On l'avait cité, il faisait de son mieux comme les autres, il
ne comprenait plus ce qui lui arrivait. Il marchait le premier des
cinq parce qu'il était le plus âgé, dans des
boyaux inondés, ses larges épaules tendues en avant,
sous des regards cernés de boue.
    Le
deuxième soldat aux bras liés avec de la corde était
le 4077 d'un autre bureau de la Seine. Il gardait encore une plaque
avec ce numéro sous sa chemise mais tout le reste, signes et
insignes, et même les poches de sa veste et de sa capote, lui
avait été arraché comme à ses compagnons.
Il avait glissé, à l'entrée des boyaux, et ses
vêtements trempés le glaçaient jusqu'au cœur,
mais peut-être n'était-ce qu'un mal pour un bien car le
froid avait engourdi la douleur de son bras gauche, qui le tenait
sans repos depuis plusieurs jours, et son esprit aussi, en sommeil de
la peur, qui n'entrevoyait plus ce vers quoi il marchait, sinon comme
la fin d'un mauvais rêve.
    Il
était caporal, avant ce rêve, parce qu'il en fallait un
et que ceux de sa section avaient voulu qu'il le soit, mais il
détestait les grades. Il avait la certitude qu'un jour les
hommes seraient libres et égaux entre eux, les soudeurs avec
tous les autres. Il était soudeur à Bagneux, près
de Paris, il avait une femme, deux filles, et des phrases
merveilleuses dans la tête, des phrases apprises par le cœur
qui parlaient de l'ouvrier, partout dans le monde, et qui disaient -
oui, il savait bien, depuis plus de trente ans, ce qu'elles disaient,
et son père, qui lui avait raconté si souvent le temps
des cerises, le savait aussi.
    Il
savait depuis toujours - son père, qui le tenait de son père,
lui avait mis ça dans le sang - que les pauvres font de leurs
mains les canons pour se faire tuer mais que ce sont les riches qui
les vendent.

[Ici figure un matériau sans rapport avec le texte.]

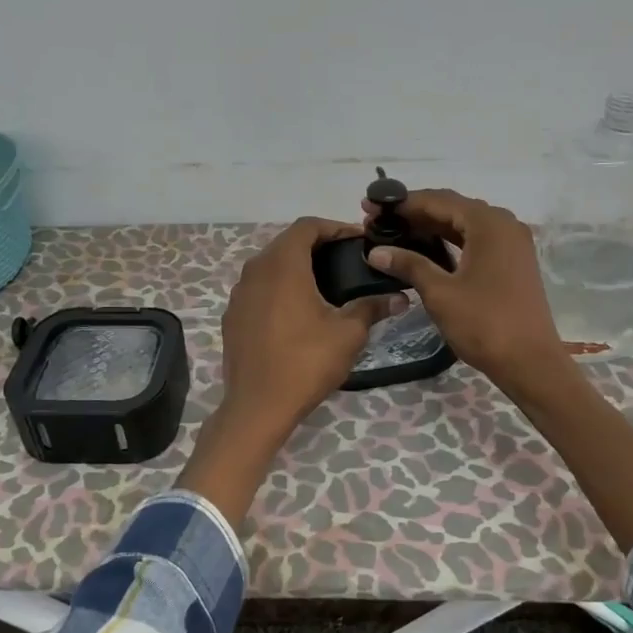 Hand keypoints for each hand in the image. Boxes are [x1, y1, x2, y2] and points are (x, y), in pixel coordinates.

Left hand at [178, 217, 400, 522]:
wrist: (258, 406)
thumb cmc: (306, 362)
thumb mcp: (348, 334)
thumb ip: (371, 307)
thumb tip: (398, 297)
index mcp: (283, 265)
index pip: (307, 226)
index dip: (335, 227)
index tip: (358, 239)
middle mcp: (255, 270)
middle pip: (287, 242)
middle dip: (318, 244)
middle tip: (347, 259)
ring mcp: (239, 293)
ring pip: (270, 265)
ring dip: (297, 265)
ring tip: (326, 282)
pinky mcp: (233, 315)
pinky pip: (259, 287)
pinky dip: (280, 287)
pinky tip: (298, 309)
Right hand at [363, 189, 567, 393]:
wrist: (529, 362)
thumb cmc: (484, 323)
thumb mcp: (440, 293)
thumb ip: (409, 264)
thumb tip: (375, 251)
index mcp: (488, 223)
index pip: (438, 200)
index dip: (402, 203)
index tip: (370, 207)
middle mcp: (504, 224)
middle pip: (453, 208)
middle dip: (415, 213)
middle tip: (378, 221)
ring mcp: (512, 243)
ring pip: (465, 224)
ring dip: (432, 226)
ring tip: (397, 233)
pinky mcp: (513, 262)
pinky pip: (476, 240)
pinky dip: (450, 241)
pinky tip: (427, 249) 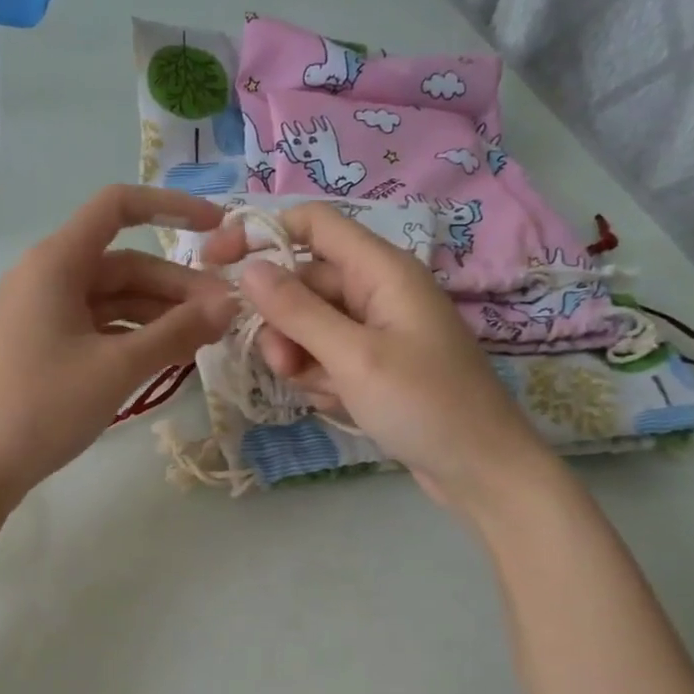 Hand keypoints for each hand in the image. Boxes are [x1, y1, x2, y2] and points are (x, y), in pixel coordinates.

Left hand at [0, 186, 239, 501]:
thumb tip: (229, 305)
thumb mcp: (117, 367)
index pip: (117, 207)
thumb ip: (176, 332)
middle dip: (176, 286)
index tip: (218, 230)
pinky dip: (133, 336)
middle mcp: (46, 277)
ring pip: (113, 300)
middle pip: (123, 264)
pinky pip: (97, 327)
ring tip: (205, 340)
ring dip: (159, 315)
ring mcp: (42, 314)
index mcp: (55, 263)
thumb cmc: (44, 407)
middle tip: (225, 316)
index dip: (172, 208)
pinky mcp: (42, 346)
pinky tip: (167, 357)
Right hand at [200, 202, 551, 508]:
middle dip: (282, 324)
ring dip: (300, 359)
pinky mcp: (372, 366)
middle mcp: (377, 291)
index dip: (261, 233)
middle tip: (284, 367)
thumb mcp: (354, 357)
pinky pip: (325, 358)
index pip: (312, 224)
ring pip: (308, 327)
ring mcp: (375, 331)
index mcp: (382, 270)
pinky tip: (340, 406)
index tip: (214, 261)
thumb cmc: (424, 405)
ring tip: (321, 393)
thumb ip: (298, 311)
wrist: (479, 469)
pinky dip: (321, 381)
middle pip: (303, 284)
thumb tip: (249, 268) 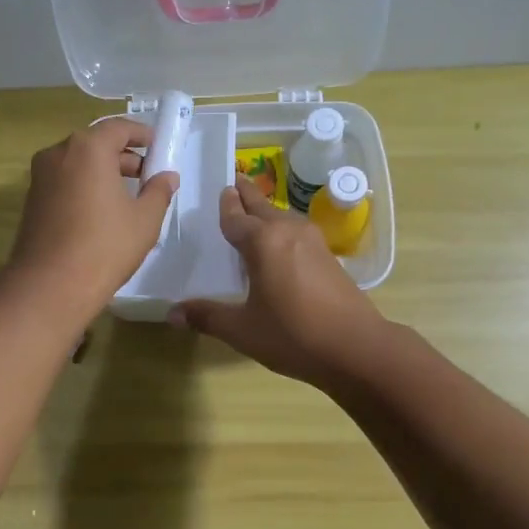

Il avait essayé de le dire aux cantonnements,
dans des granges, dans des cafés de village, quand la patronne
allume les lampes à pétrole et que les gendarmes vous
supplient de rentrer, vous êtes tous des braves gens, soyez
raisonnables, rentrez. Il ne parlait pas bien, il n'expliquait pas
bien. Et il y avait tant de misère, chez les bonhommes, et le
vin qui est le compagnon de la misère abrutissait tant leur
regard qu'il savait encore moins comment les atteindre.
    Quelques
jours avant Noël, alors qu'il montait en ligne, le bruit avait
couru de ce que certains avaient fait. Il avait chargé son
fusil et il s'était tiré une balle dans la main gauche,
très vite, sans regarder, sans se donner le temps de
réfléchir, juste pour être avec eux. Dans cette
salle de classe où on l'avait condamné, ils étaient
vingt-huit à avoir agi de la même façon. Il était
content, oui, content et presque fier qu'il y en ait eu vingt-huit.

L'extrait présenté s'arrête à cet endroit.